A federal court has granted a national farmworkers group a preliminary injunction to stop the U.S. Labor Department (DOL) from freezing wages under the H-2A agricultural guest-worker program. The U.S. District Court for the District of Eastern California said in its order the plaintiffs are likely to succeed on the merits of their case.
At the beginning of November, a DOL regulation froze wages for 2021 and 2022 at the 2020 adverse effect wage rate, or an average in the United States of $13.99 an hour in 2020. In a Nov. 2 statement, U.S. Secretary of Agriculture Sonny Perdue touted the rule as a way for farmers to save costs. However, the United Farm Workers and the UFW Foundation filed a lawsuit in the U.S. District Court for the Eastern District of California, alleging the DOL rule would lead to substantial wage losses to ag workers.
In the order, the court cited a similar case ruled on by the U.S. Court of Appeals for the District of Columbia Circuit.
“Defendants assert in this case, and the court agrees, that the INA (Immigration and Nationality Act of 1952) does not prescribe the methodology for calculating the AEWR (adverse effect wage rate) — or even require that the DOL set an AEWR — but instead broadly delegates to the DOL the responsibility to craft a mechanism to certify that hiring H-2A workers ‘will not adversely affect the wages of workers in the United States similarly employed.'”
“Here, the court finds that plaintiffs have demonstrated a likelihood of success on the merits of this claim,” the court said in its ruling.
The court said it agrees with the plaintiffs in that the final rule “severs the relationship between the AEWR and current farm labor market conditions; freezes the AEWRs for two years at 2020 levels, even though recent trends establish that agricultural wages have been rising and will likely continue to do so; then lifts the wage freeze in 2023 based on the ECI, a generic index of wages from across the economy, without ever compensating for the wage growth lost during the 2-year wage freeze.”
The court ordered both parties to submit a proposed order within 14 days that includes deadlines for the Department of Labor to set the 2021 adverse effect wage rate.
United Farm Workers argued in its lawsuit that the wage freeze would cause workers to be paid more than 4% less on average than they would have otherwise in the current regulation. The lawsuit alleged California farmworkers would be paid about $1 less per hour in the final rule compared to the current methodology, which would lead to about $170 in lost wages per month.

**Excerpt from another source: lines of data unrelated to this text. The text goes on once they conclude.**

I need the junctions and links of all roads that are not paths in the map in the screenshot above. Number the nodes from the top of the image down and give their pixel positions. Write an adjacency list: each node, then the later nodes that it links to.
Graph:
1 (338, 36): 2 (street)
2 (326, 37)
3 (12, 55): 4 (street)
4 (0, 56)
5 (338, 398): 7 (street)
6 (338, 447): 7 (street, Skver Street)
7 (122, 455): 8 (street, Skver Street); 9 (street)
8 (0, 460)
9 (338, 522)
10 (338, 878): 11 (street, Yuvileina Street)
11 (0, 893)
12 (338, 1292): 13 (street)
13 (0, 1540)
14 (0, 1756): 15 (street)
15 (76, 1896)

“Indeed, DOL itself estimated that the methodological change would transfer more than $1.6 billion in wages from H-2A farmworkers to agricultural employers over the next 10 years,” the lawsuit said, “with average losses to these foreign guest workers totaling $167.76 million per year.”
The H-2A agricultural guest worker program allows employers to hire foreign workers on temporary visas for seasonal jobs. According to the United Farm Workers, the number of H-2A visas approved increased from about 200,000 in 2019 to more than 275,000 in 2020.

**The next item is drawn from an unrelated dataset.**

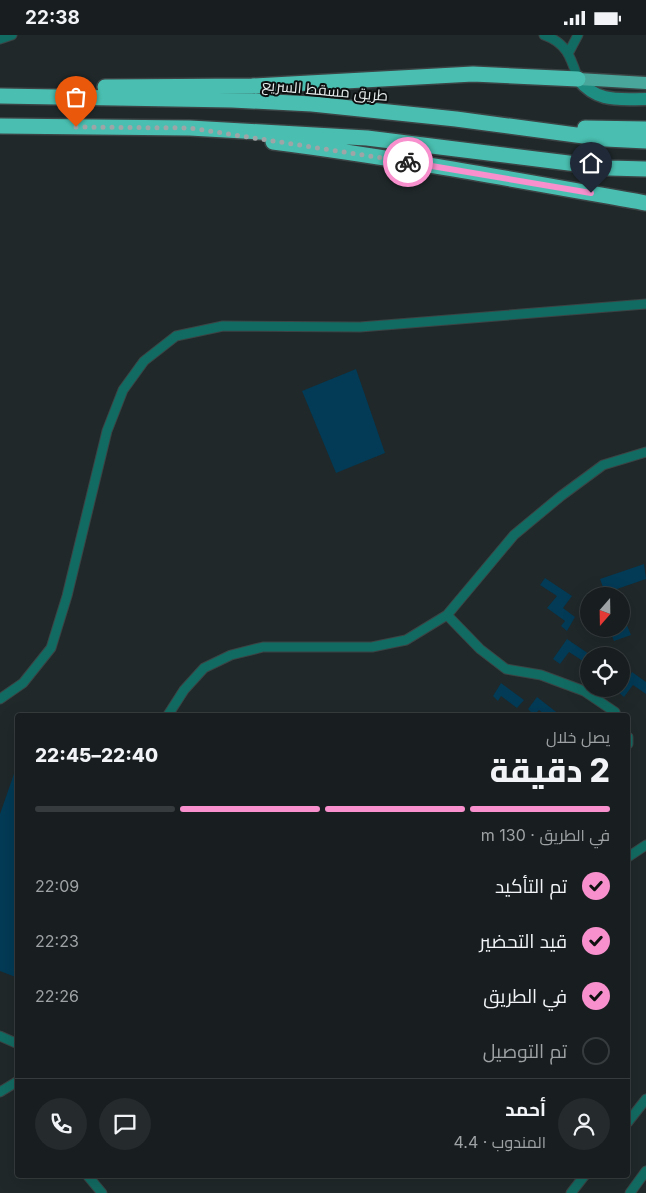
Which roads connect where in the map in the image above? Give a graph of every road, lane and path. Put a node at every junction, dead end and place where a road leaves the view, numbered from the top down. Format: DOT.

Current H-2A law prohibits the Department of Labor from approving employers’ applications for guest workers if the wage rates offered would adversely affect the job opportunities or wage rates of U.S. farmworkers.
The lawsuit alleged that the DOL’s new regulation violates the federal Administrative Procedure Act in several ways, including by failing to comply with the H-2A prohibition against adverse effects to farmworkers’ wages, arbitrarily and capriciously selecting mechanisms that bear no relation to the farm labor market, and failing to give the public notice and an opportunity for comment on the wage freeze.
The lawsuit asked for an injunction, preventing the DOL from implementing the rule, a vacating of the rule and declaring it is unlawful for violating the Administrative Procedure Act.